──────── Data in this exercise ────────

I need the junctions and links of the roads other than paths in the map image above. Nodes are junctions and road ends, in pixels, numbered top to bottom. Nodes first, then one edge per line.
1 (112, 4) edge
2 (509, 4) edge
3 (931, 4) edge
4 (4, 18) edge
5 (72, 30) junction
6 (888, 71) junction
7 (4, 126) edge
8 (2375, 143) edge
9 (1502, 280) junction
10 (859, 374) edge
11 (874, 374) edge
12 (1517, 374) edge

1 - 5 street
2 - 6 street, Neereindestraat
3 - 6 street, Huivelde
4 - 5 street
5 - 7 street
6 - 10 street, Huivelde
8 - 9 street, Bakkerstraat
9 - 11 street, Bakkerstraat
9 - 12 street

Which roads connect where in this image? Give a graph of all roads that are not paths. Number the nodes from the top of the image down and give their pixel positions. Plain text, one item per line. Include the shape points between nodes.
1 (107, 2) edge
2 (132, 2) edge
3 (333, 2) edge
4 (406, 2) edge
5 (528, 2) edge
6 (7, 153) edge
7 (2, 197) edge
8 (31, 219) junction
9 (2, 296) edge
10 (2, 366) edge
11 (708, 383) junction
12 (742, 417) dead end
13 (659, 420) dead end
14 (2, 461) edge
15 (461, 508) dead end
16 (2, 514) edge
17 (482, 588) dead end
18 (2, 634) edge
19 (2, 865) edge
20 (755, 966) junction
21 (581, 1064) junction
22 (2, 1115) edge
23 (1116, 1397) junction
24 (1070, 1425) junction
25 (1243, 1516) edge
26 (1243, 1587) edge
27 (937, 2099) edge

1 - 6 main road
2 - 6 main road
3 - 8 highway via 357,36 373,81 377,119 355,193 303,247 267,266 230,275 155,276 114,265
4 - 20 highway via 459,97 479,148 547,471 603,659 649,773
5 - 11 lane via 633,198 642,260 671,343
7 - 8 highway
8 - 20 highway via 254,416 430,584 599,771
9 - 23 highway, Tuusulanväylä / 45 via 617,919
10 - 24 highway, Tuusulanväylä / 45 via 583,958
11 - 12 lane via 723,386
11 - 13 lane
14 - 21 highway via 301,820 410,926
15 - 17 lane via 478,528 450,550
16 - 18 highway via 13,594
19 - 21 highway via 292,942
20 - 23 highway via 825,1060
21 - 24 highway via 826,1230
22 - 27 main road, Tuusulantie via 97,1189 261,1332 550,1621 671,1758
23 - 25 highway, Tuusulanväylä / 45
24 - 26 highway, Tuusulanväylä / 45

────────

Would you please write the entries out again in full, exactly as given?

**Task output**
I need the junctions and links of the roads other than paths in the map image above. Nodes are junctions and road ends, in pixels, numbered top to bottom. Nodes first, then one edge per line.
1 (112, 4) edge
2 (509, 4) edge
3 (931, 4) edge
4 (4, 18) edge
5 (72, 30) junction
6 (888, 71) junction
7 (4, 126) edge
8 (2375, 143) edge
9 (1502, 280) junction
10 (859, 374) edge
11 (874, 374) edge
12 (1517, 374) edge

1 - 5 street
2 - 6 street, Neereindestraat
3 - 6 street, Huivelde
4 - 5 street
5 - 7 street
6 - 10 street, Huivelde
8 - 9 street, Bakkerstraat
9 - 11 street, Bakkerstraat
9 - 12 street

Which roads connect where in this image? Give a graph of all roads that are not paths. Number the nodes from the top of the image down and give their pixel positions. Plain text, one item per line. Include the shape points between nodes.
1 (107, 2) edge
2 (132, 2) edge
3 (333, 2) edge
4 (406, 2) edge
5 (528, 2) edge
6 (7, 153) edge
7 (2, 197) edge
8 (31, 219) junction
9 (2, 296) edge
10 (2, 366) edge
11 (708, 383) junction
12 (742, 417) dead end
13 (659, 420) dead end
14 (2, 461) edge
15 (461, 508) dead end
16 (2, 514) edge
17 (482, 588) dead end
18 (2, 634) edge
19 (2, 865) edge
20 (755, 966) junction
21 (581, 1064) junction
22 (2, 1115) edge
23 (1116, 1397) junction
24 (1070, 1425) junction
25 (1243, 1516) edge
26 (1243, 1587) edge
27 (937, 2099) edge

1 - 6 main road
2 - 6 main road
3 - 8 highway via 357,36 373,81 377,119 355,193 303,247 267,266 230,275 155,276 114,265
4 - 20 highway via 459,97 479,148 547,471 603,659 649,773
5 - 11 lane via 633,198 642,260 671,343
7 - 8 highway
8 - 20 highway via 254,416 430,584 599,771
9 - 23 highway, Tuusulanväylä / 45 via 617,919
10 - 24 highway, Tuusulanväylä / 45 via 583,958
11 - 12 lane via 723,386
11 - 13 lane
14 - 21 highway via 301,820 410,926
15 - 17 lane via 478,528 450,550
16 - 18 highway via 13,594
19 - 21 highway via 292,942
20 - 23 highway via 825,1060
21 - 24 highway via 826,1230
22 - 27 main road, Tuusulantie via 97,1189 261,1332 550,1621 671,1758
23 - 25 highway, Tuusulanväylä / 45
24 - 26 highway, Tuusulanväylä / 45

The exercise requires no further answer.